Nor is it a matter belonging solely to scientific eggheads, as they will invariably argue, but rather, it's simply a matter of applied common sense. Most meteorologists can't facilitate an accurate forecast beyond about 7 days, if even that long, so how can the Global Warming Cult be so outrageously certain of climate predictions spanning over twenty years?
By Kristina Pydynowski, Senior Meteorologist
Last week's thaw was a mere tease for the Midwest and Northeast with the polar vortex set to make an encore performance this week.
The end of this weekend will coincide with the end of the mild stretch of weather across the Northeast that sent temperatures into the 60s northward to Washington, D.C., and Philadelphia and the 50s in New York Cityand Boston.
Highs on Monday will be 10 to 20 degrees colder throughout the Northeast and mid-Atlantic following the passage of a band of rain and nuisance snow on Sunday night.
Colder air has already erased the mild spell across the Midwest, and Sunday should prove to be one of the "warmest" days of this week.Waves of even colder air will pour down from the depths of the Arctic to the northern Rockies, Midwest and Northeast as this week progresses and the polar vortex plunges southward.
Each cold blast will dip into the southern Plains and South, leading to a brief drop in temperatures. However, the core of the polar vortex will have a firm grip on the northern tier of the U.S.
"The polar vortex is essentially a mass of very cold air that usually hangs out above the Arctic Circle and is contained by strong winds," stated AccuWeather.com Senior Meteorologist Alex Sosnowski.

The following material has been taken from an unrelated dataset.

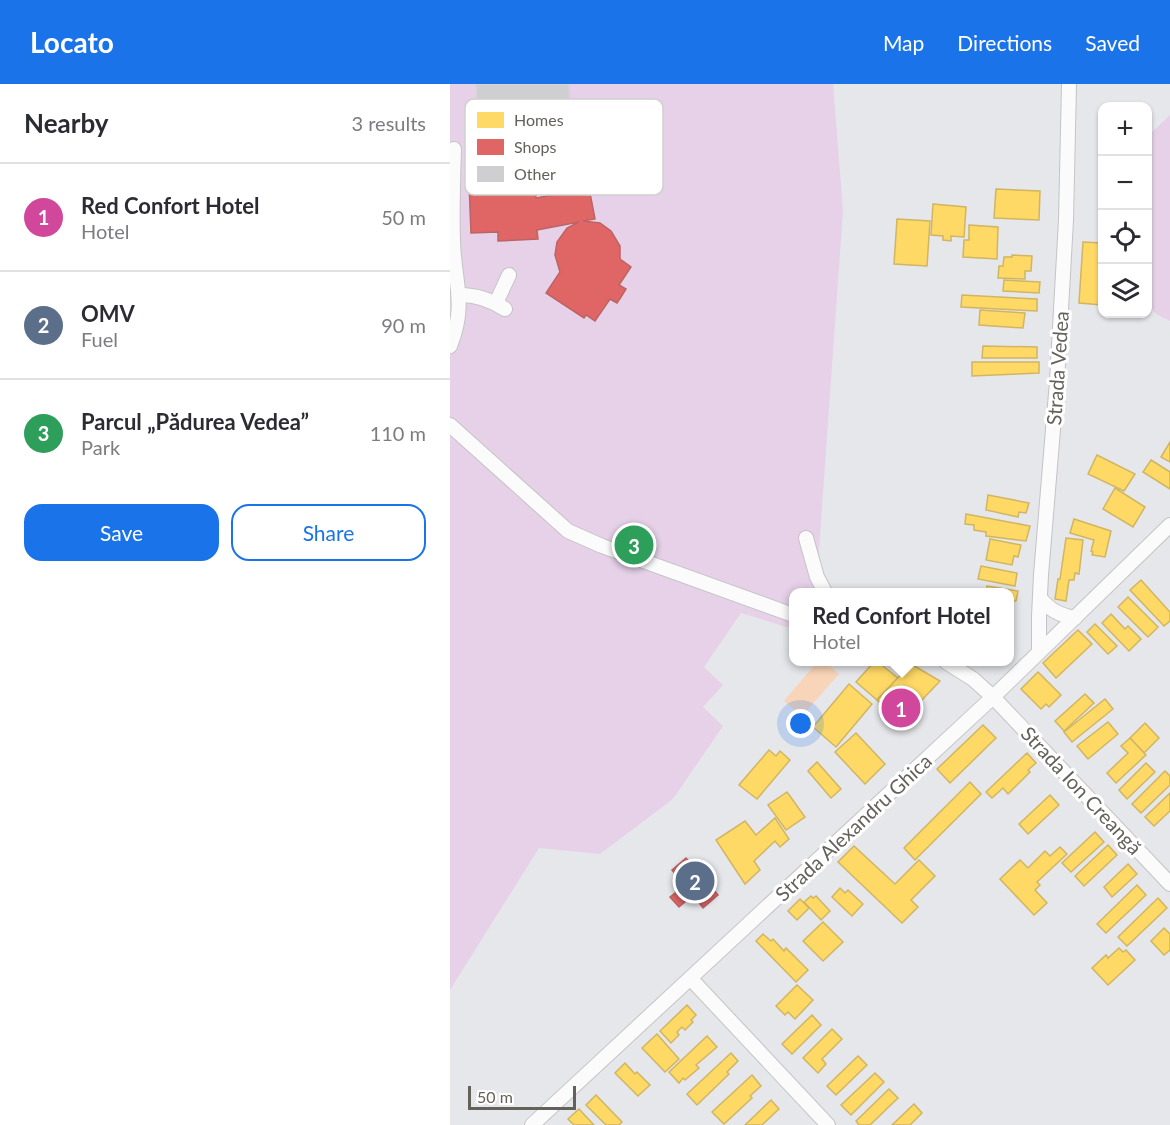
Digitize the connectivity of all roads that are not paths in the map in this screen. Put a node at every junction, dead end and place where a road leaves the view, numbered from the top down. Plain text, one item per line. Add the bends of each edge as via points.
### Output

Under the grip of the polar vortex, the Upper Midwest, Great Lakes and St. Lawrence Valley will endure several days in the teens and single digits. This includes Minneapolis, Chicago, Detroit, Montreal and Buffalo, N.Y.
The above shows the timing of the next wave of arctic air.
Overnight lows well below zero, even approaching 30 below zero near the Canadian border, will dominate the Upper Midwest.
Temperatures will even be held below zero during the daylight hours on one or more days in Winnipeg, Canada, Fargo, N.D., and St. Cloud, Minn.
Subfreezing highs in the 20s and lower 30s will be common throughout the Northeast. In late February, such highs are 10 to 20 degrees below normal.
Bouts of gusty winds ushering in the frigid air will create even lower AccuWeather.com RealFeel® temperatures.
"One reason for the cold blast carrying more weight than you might expect is the fact that the Great Lakes are largely frozen over," Sosnowski continued.
"The air will not moderate to the extent as if most of the lakes were not frozen. In addition, while the amount and extent of the snow on the ground has diminished, many areas north of I-70 have retained some sort of snow cover."
With fresh snow also re-entering the picture, some communities will have snow cover once again increase.
Initially, nuisance snow events with amounts generally on the order of a coating to an inch or two will streak across the Midwest and Northeast through Tuesday.
The Northeast--including the I-95 corridor from Washington, D.C., to New York City to Boston--at midweek, however, is on the alert for the possibility of a more disruptive snowstorm unfolding.
Later in the week and through the start of March, with the cold air still in place and storms finally returning rain and mountain snow to California, the path could be laid for one or more disruptive snowstorms to travel from the Rockies to the Plains to the East Coast.
AccuWeather.com meteorologists will continue to monitor the potential for such snowstorms and will give more information as it becomes available.